Can you please share your workflow.xml to understand exactly how you are trying to execute the operations?

What is the behaviour you observe when you run insert overwrite query from beeline?

 

You can use the below query to set the hive scratch directories to set the temporary output path.
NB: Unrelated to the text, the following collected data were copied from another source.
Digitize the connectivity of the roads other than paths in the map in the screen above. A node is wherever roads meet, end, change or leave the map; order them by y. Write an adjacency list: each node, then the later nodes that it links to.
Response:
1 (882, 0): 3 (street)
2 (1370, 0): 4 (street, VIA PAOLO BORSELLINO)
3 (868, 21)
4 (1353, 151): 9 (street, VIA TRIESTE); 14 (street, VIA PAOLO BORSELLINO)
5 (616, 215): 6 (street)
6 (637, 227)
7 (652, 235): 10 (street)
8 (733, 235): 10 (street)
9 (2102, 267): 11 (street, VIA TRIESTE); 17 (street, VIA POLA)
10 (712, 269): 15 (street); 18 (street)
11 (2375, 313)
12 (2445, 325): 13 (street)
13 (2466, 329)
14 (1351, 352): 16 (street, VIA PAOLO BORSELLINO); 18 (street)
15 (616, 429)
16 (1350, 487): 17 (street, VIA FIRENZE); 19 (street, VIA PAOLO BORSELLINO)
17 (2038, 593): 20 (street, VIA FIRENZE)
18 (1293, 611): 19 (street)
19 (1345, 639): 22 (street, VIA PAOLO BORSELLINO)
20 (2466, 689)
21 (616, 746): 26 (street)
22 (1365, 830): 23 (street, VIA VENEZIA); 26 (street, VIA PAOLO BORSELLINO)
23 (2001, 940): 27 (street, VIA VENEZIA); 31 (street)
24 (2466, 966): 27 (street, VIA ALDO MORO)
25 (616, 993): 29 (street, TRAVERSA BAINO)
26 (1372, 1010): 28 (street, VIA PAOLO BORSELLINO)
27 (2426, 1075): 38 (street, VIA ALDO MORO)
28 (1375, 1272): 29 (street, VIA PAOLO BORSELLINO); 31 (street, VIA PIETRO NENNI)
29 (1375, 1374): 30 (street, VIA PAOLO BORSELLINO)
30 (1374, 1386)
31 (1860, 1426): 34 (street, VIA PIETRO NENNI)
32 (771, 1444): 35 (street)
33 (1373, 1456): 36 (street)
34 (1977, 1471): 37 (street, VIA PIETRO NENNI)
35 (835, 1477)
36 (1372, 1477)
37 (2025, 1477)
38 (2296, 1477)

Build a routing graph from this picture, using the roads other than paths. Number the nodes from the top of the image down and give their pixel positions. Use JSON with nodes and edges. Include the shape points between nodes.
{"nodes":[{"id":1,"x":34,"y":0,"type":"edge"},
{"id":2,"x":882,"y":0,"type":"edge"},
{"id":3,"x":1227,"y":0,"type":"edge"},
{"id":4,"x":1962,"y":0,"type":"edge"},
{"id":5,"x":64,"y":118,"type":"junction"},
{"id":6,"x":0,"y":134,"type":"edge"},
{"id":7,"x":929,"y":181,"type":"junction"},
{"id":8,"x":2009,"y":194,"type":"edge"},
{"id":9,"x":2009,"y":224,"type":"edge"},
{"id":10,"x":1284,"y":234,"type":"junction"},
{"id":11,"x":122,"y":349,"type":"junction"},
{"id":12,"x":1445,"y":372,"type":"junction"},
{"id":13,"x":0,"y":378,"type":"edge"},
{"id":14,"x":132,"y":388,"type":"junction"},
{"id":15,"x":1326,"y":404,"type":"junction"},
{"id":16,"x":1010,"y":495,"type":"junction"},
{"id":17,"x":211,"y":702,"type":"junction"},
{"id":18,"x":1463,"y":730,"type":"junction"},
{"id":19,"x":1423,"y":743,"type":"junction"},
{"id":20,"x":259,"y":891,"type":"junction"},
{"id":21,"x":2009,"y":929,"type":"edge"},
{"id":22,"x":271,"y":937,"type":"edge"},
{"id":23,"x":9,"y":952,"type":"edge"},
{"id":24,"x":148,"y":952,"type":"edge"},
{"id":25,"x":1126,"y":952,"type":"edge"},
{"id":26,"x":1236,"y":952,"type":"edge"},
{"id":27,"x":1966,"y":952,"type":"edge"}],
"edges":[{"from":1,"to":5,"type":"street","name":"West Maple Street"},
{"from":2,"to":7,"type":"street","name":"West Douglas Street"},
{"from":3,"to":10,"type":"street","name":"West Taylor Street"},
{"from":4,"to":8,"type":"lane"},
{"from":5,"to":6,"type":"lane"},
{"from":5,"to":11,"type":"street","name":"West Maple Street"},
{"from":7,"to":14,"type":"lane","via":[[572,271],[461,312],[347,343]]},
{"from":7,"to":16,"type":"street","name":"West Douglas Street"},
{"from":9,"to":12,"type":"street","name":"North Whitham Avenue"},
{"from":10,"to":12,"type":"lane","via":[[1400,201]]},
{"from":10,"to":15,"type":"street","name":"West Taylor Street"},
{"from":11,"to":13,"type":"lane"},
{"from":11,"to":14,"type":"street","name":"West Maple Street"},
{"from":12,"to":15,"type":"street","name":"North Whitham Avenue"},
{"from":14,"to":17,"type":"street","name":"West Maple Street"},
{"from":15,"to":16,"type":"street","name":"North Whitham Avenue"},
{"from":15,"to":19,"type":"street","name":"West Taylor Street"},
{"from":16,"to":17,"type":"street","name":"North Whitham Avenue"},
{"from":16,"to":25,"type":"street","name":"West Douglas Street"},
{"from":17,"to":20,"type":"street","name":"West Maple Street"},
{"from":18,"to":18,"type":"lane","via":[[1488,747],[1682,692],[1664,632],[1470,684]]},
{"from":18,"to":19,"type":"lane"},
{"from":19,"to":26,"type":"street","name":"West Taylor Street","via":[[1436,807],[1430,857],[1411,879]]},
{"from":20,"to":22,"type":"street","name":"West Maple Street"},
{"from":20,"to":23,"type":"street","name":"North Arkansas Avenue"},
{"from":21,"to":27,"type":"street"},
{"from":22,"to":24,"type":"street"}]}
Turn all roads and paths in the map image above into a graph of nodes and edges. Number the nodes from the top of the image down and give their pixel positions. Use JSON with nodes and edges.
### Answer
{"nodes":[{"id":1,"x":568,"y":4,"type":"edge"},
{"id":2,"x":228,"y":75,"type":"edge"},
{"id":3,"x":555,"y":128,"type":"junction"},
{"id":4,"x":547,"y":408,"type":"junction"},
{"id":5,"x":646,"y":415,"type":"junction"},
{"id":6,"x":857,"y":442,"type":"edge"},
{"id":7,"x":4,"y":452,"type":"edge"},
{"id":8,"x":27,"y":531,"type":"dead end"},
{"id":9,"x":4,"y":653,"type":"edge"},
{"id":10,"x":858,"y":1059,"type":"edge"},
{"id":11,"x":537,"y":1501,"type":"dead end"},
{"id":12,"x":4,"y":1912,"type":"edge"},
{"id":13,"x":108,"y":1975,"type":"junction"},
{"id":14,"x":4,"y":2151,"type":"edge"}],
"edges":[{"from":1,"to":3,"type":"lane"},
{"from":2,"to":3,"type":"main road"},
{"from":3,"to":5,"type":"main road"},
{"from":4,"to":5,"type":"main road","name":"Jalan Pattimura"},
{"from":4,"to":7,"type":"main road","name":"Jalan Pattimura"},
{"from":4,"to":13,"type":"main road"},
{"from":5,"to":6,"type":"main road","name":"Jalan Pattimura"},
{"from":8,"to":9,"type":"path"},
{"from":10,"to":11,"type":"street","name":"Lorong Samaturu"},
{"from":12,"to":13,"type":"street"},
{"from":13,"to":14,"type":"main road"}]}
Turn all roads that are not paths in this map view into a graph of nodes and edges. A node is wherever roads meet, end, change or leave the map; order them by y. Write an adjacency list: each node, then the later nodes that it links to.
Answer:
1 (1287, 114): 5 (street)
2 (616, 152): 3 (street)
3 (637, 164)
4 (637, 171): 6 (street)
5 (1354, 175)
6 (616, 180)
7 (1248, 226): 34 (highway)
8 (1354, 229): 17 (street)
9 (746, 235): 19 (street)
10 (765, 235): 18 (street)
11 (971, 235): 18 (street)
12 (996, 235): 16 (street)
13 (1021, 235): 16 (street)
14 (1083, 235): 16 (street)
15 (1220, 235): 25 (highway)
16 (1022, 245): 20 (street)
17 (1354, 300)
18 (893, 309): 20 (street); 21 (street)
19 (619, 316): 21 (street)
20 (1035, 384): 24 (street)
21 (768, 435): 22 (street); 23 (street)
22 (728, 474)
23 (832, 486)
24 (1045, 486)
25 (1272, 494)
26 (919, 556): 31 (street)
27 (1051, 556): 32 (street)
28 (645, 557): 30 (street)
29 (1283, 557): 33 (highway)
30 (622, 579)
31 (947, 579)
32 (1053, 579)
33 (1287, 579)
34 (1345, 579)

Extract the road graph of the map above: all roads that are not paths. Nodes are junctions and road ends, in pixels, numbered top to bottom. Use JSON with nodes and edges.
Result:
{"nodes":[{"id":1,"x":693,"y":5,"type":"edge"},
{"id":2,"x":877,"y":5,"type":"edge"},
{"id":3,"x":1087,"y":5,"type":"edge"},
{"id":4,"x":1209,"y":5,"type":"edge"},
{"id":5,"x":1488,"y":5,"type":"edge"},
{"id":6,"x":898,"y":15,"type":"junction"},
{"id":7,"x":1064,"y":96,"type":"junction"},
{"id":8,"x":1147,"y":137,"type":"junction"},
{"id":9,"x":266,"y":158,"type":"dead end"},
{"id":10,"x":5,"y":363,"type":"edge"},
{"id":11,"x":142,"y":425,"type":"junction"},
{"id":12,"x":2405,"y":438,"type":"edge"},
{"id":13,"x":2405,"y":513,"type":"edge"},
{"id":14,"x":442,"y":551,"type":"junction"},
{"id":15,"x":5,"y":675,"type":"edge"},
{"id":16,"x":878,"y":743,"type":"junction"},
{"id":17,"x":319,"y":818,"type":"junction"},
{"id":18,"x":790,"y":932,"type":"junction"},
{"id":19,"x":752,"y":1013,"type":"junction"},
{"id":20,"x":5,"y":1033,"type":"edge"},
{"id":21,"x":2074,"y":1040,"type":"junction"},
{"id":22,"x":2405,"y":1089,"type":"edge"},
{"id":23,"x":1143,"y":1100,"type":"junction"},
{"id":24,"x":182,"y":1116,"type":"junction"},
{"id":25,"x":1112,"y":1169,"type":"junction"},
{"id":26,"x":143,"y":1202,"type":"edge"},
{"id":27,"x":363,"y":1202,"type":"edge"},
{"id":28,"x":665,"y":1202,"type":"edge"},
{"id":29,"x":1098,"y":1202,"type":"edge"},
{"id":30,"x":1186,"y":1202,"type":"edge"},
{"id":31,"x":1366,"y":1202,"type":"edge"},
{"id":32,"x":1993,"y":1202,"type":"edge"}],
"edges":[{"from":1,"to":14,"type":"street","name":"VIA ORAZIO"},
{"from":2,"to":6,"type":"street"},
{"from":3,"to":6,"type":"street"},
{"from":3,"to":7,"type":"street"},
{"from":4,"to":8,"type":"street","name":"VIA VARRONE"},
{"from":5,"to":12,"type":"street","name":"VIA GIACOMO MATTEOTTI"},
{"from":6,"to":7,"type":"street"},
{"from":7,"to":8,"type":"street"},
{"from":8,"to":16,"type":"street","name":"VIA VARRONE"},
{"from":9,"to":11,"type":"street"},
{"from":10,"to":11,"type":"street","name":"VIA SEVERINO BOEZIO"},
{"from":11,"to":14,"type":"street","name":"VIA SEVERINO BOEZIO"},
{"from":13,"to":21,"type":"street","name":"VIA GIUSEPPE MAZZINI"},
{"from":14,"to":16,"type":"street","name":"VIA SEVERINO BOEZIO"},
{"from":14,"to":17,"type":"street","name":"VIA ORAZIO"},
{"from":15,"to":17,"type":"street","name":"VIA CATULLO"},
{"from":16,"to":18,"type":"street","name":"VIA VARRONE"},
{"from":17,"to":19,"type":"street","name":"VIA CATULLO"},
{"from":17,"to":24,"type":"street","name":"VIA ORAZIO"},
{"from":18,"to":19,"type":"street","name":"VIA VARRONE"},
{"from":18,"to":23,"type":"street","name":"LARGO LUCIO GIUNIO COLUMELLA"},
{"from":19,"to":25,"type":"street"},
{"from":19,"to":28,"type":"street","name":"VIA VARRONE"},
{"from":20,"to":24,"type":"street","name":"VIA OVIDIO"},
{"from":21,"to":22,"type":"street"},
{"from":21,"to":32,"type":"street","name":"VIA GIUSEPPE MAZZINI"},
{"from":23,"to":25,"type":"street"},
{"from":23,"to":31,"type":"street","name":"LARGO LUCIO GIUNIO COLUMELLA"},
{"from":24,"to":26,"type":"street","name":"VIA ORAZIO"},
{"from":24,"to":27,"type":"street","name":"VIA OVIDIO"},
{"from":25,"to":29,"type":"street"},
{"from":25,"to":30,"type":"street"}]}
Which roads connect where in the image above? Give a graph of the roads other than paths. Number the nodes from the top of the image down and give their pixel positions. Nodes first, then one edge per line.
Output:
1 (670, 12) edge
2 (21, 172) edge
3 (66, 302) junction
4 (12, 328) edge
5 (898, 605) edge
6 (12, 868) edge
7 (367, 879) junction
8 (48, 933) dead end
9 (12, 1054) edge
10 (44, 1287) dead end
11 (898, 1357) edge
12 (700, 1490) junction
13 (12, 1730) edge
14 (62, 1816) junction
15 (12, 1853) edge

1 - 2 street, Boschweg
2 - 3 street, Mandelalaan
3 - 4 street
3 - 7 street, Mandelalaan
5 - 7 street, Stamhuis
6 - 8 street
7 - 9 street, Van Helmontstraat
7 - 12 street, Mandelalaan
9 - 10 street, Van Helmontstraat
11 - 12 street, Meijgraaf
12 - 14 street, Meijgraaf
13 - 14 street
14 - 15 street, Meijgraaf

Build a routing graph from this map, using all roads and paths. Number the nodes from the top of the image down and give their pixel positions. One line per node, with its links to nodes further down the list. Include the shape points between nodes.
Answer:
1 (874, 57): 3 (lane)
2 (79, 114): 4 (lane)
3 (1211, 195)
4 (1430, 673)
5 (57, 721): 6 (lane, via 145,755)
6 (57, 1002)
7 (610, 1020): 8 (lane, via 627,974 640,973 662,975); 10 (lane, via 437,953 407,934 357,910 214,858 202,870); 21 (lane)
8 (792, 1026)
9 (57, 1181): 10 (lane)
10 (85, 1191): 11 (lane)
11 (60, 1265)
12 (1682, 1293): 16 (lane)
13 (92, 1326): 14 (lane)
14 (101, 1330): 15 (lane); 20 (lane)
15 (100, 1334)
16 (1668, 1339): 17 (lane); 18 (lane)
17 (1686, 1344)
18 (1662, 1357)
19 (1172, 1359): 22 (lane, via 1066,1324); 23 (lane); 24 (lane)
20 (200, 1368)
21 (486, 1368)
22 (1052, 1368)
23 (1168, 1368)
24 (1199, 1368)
  • set hive.exec.scratchdir=/tmp/mydir;

Let me know if this helps.

 

avatar
Explorer

@paras ,Please find workflow.xml as below.

 

<workflow-app name="Customer_Journey_FirstActions_Events_Set2"
xmlns="uri:oozie:workflow:0.5">
<credentials>
<credential name="hs2-cred" type="hive2">
<property>
<name>hive2.jdbc.url</name>
<value>jdbc:hive2://adcuxxxx.adcbmis.local:10001/db_appldigi;transportMode=http;httpPath=cliservice</value>
</property>
<property>
<name>hive2.server.principal</name>
<value>hive/adcuxxxx.adcbmis.local@xxxxxMIS.LOCAL</value>
</property>
</credential>
</credentials>
<start to="Trash1"/>
<action name="Trash1" cred="hs2-cred">
<fs>
<name-node>${nameNode}</name-node>
<delete path="/user/anja21614/.Trash"></delete>
</fs>
<ok to="FirstActions2"/>
<error to="kill"/>
</action>
<action name="FirstActions2" cred="hs2-cred">
<hive2
xmlns="uri:oozie:hive2-action:0.2">
<job-tracker>${resourceManager}</job-tracker>
<name-node>${nameNode}</name-node>
<configuration>
<property>
<name>fs.trash.interval</name>
<value>0</value>
</property>
<property>
<name>hive.exec.scratchdir</name>
<value>/appldigi/tmp</value>
</property>
</configuration>
<jdbc-url>jdbc:hive2://adcuxxxx.adcbmis.local:10001/db_appldigi;transportMode=http;httpPath=cliservice</jdbc-url>
<script>FirstActions2.hql</script>
<param>-Dyarn.app.mapreduce.am.staging-dir=/appldigi/tmp</param>
<file>/user/anja21614/CustomerJourney/FirstActions2.hql</file>
</hive2>
<ok to="Trash3"/>
<error to="kill"/>
</action>
<action name="Trash3" cred="hs2-cred">
<fs>
<name-node>${nameNode}</name-node>
<delete path="/user/anja21614/.Trash"></delete>
</fs>
<ok to="end"/>
<error to="kill"/>
</action>
<kill name="kill">
<message>${wf:errorMessage(wf:lastErrorNode())}</message>
</kill>
<end name="end"/>
</workflow-app>

 

please note you can find scratch directory configuration in workflow which I just added. Please check and let me know if the configuration is correctly mentioned, I had already tried this configuration in Ambari hive which was giving me error.